Выбрать главу

Совершенно простой инцидент сразу разрушил все это здание вольных и невольных иллюзий. На станции, у залива Жуана, Отфейль высунулся немного в окно, и в это время чей-то голос окликнул его. Оливье узнал упорный акцент Корансеза. Дверь отворилась, и в нее вошла сначала женщина. Это была пышная госпожа Бонаккорзи, ее сопровождал сам южанин. Увидев, что Пьер не один, Андриана невольно покраснела до самых корней своих чудных белокурых волос, а Корансез, всегда и при всяких обстоятельствах неизменно торжествующий, сияющий, самодовольный, принялся за представление.

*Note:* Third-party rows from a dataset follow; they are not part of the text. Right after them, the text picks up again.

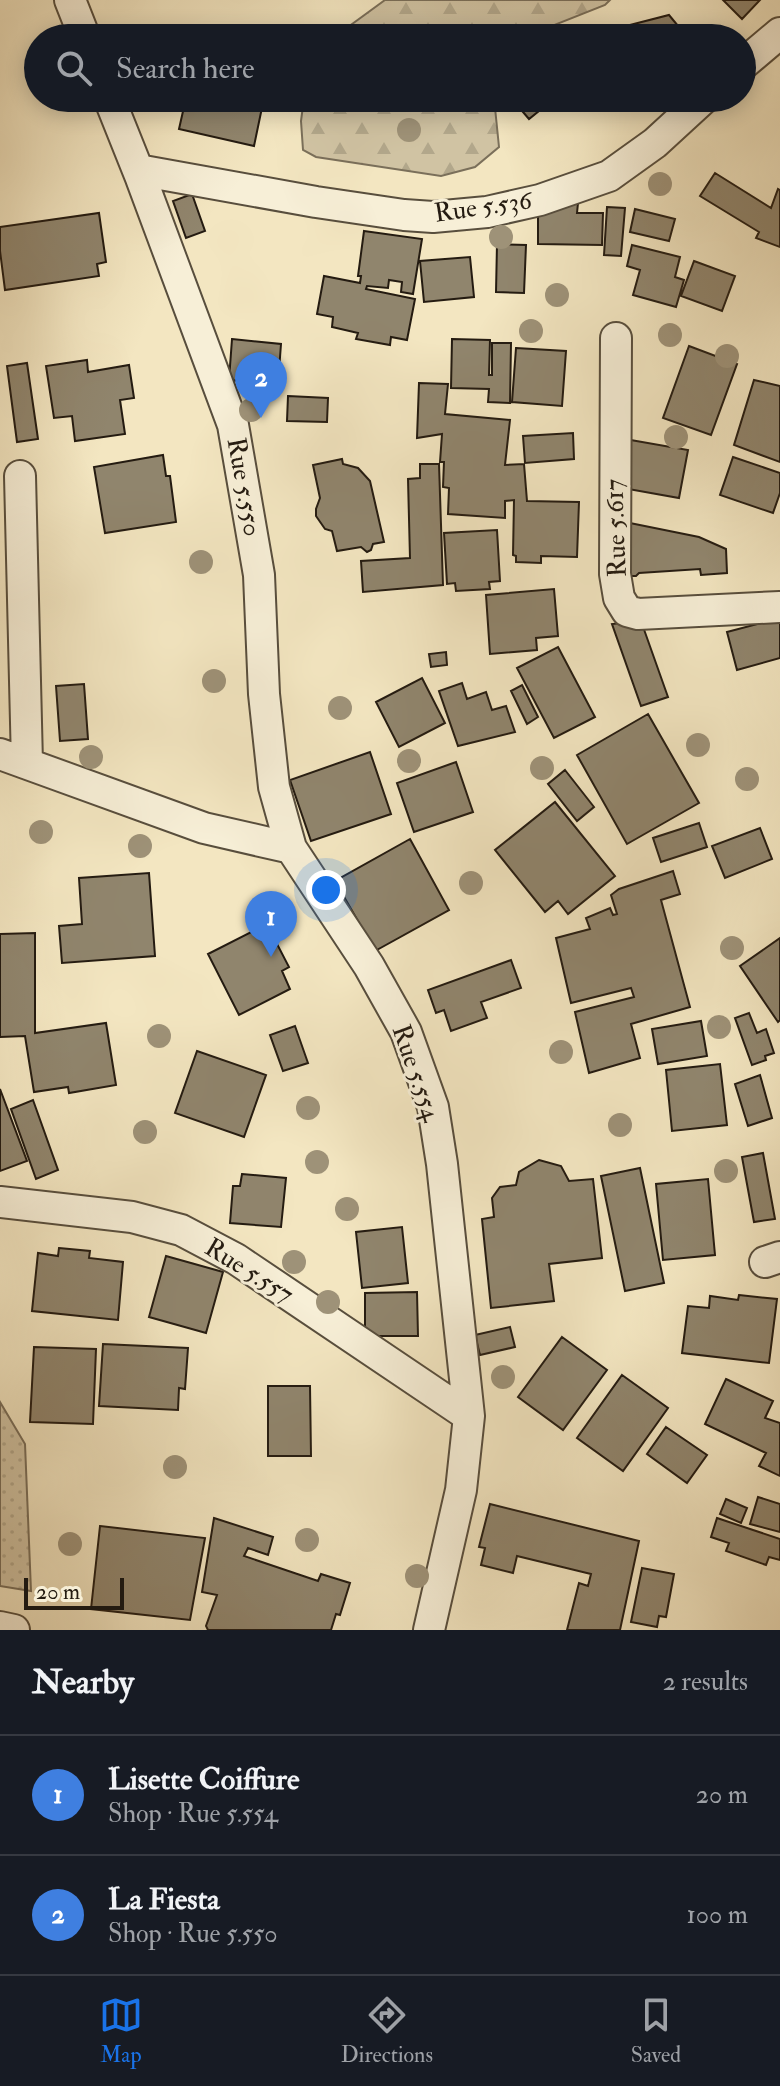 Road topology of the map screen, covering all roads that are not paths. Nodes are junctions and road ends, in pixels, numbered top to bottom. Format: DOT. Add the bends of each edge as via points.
graph roads {
  1 [pos="70,0"];
  2 [pos="79,24"];
  3 [pos="780,33"];
  4 [pos="756,53"];
  5 [pos="115,112"];
  6 [pos="689,112"];
  7 [pos="138,170"];
  8 [pos="616,338"];
  9 [pos="20,476"];
  10 [pos="780,607"];
  11 [pos="13,758"];
  12 [pos="291,848"];
  13 [pos="0,1202"];
  14 [pos="469,1416"];
  15 [pos="0,1627"];
  16 [pos="14,1630"];
  17 [pos="429,1630"];
  1 -- 2 [label="street"];
  3 -- 4 [label="street"];
  5 -- 7 [label="street, Rue 5.550"];
  6 -- 7 [label="street, Rue 5.536" via="609,176 487,212 404,215"];
  7 -- 12 [label="street, Rue 5.550" via="233,425 259,575 274,787"];
  8 -- 10 [label="street, Rue 5.617" via="619,598 627,611 638,614"];
  9 -- 11 [label="street"];
  11 -- 12 [label="street" via="204,828"];
  12 -- 14 [label="street, Rue 5.554" via="406,1032 433,1107"];
  13 -- 14 [label="street, Rue 5.557" via="132,1217 181,1230 236,1259"];
  14 -- 17 [label="street, Rue 5.554" via="461,1490"];
  15 -- 16 [label="street"];
}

Муж-соблазнитель позаботился обо всем и еще до отъезда в Геную устроил в одной из вилл у залива Жуана убежище для свиданий, которое должно было служить приютом тайного счастья во время его оригинального медового месяца. Андриана нашла средство обманывать бдительность своего брата и с первых же дней ходить на свидания со своим тайным мужем. Чувственность начала уже развивать в ней отвагу, на которую рассчитывал хитрый провансалец для достижения окончательного успеха, но доброе создание не научилось еще хорошенько лгать. Не успела она усесться в вагон, как уже объясняла Оливье и его жене, хотя они и не спрашивали ничего:

— Я пропустила предыдущий поезд и господин Корансез тоже. Нам и пришла мысль пройти пешком досюда и тут сесть на следующий поезд, вместо того, чтобы скучать на вокзале в Каннах…

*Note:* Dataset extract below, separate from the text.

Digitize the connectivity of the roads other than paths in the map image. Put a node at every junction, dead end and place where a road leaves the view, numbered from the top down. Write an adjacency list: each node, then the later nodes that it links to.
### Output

При этих словах Оливье поглядел на подол ее платья и на маленькие лакированные башмачки, которые слишком явно изобличали ее ложь. Ни одной пылинки не было на них, да и на ногах ее мнимого компаньона по прогулке были штиблеты, сделавшие не более пятидесяти шагов. Оба преступника на законном основании поймали этот взгляд Оливье. Чувствительная итальянка окончательно переконфузилась, в Корансез разразился сумасшедшим смехом.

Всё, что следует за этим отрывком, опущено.